=== Begin Enclosure ===

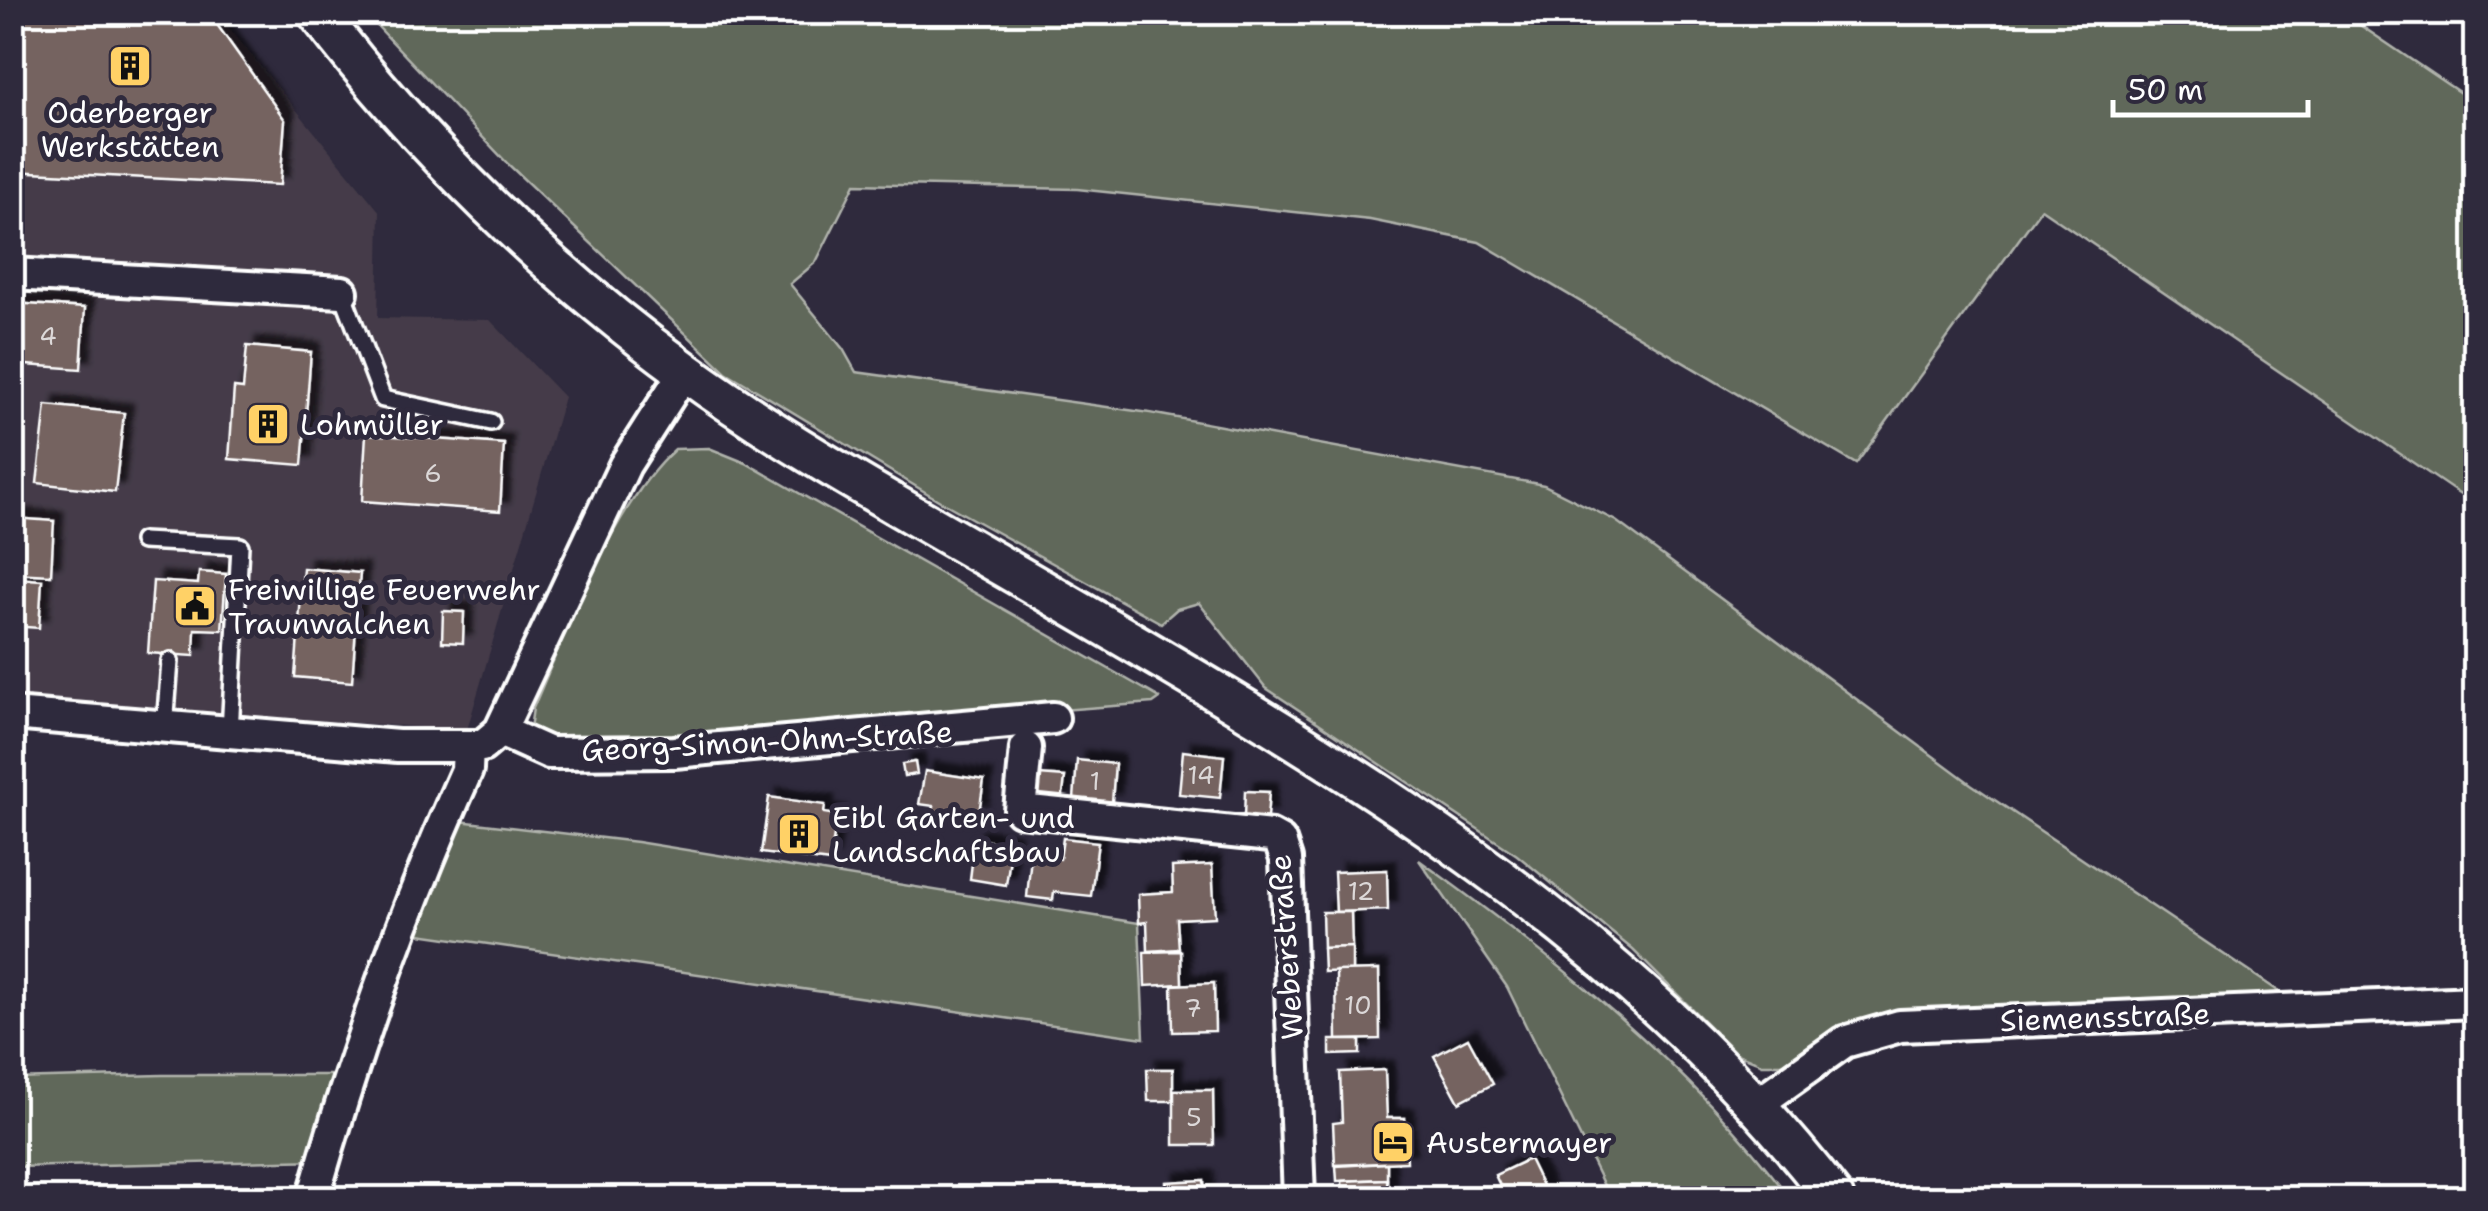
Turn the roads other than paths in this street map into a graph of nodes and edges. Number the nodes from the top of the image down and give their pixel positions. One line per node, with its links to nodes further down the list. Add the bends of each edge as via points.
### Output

=== End Enclosure ===
=== Begin Enclosure ===

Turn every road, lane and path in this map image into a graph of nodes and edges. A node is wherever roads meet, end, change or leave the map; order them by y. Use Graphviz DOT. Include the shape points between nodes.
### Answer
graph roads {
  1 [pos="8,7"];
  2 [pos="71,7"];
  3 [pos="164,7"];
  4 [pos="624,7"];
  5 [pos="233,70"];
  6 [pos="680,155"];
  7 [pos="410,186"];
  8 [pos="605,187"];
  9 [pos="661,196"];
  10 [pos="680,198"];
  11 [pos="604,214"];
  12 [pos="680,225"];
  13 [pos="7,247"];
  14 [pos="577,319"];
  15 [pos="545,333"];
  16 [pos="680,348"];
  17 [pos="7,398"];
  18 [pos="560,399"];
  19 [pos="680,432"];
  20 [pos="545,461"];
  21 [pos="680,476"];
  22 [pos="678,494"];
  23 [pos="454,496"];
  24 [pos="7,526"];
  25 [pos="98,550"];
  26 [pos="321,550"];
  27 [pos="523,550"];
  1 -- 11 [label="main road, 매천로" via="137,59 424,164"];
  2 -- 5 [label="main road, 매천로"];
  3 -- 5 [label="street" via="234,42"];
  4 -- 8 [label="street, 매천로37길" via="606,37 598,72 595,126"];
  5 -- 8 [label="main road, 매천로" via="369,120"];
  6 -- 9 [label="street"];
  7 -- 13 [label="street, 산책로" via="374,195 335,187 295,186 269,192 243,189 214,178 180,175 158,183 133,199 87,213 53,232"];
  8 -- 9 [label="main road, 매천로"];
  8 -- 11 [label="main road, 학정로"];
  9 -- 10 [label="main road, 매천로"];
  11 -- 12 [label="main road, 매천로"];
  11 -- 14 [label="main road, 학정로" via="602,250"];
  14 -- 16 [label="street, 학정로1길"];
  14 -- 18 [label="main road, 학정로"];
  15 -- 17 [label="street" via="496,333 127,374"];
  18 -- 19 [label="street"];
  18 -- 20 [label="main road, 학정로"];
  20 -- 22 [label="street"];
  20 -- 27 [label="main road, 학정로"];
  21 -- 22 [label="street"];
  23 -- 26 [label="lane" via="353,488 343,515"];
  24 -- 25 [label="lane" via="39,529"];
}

=== End Enclosure ===

__Work to complete__: Reproduce each line of the data containing the word "image".

__Written solution__:
Turn the roads other than paths in this street map into a graph of nodes and edges. Number the nodes from the top of the image down and give their pixel positions. One line per node, with its links to nodes further down the list. Add the bends of each edge as via points.
Turn every road, lane and path in this map image into a graph of nodes and edges. A node is wherever roads meet, end, change or leave the map; order them by y. Use Graphviz DOT. Include the shape points between nodes.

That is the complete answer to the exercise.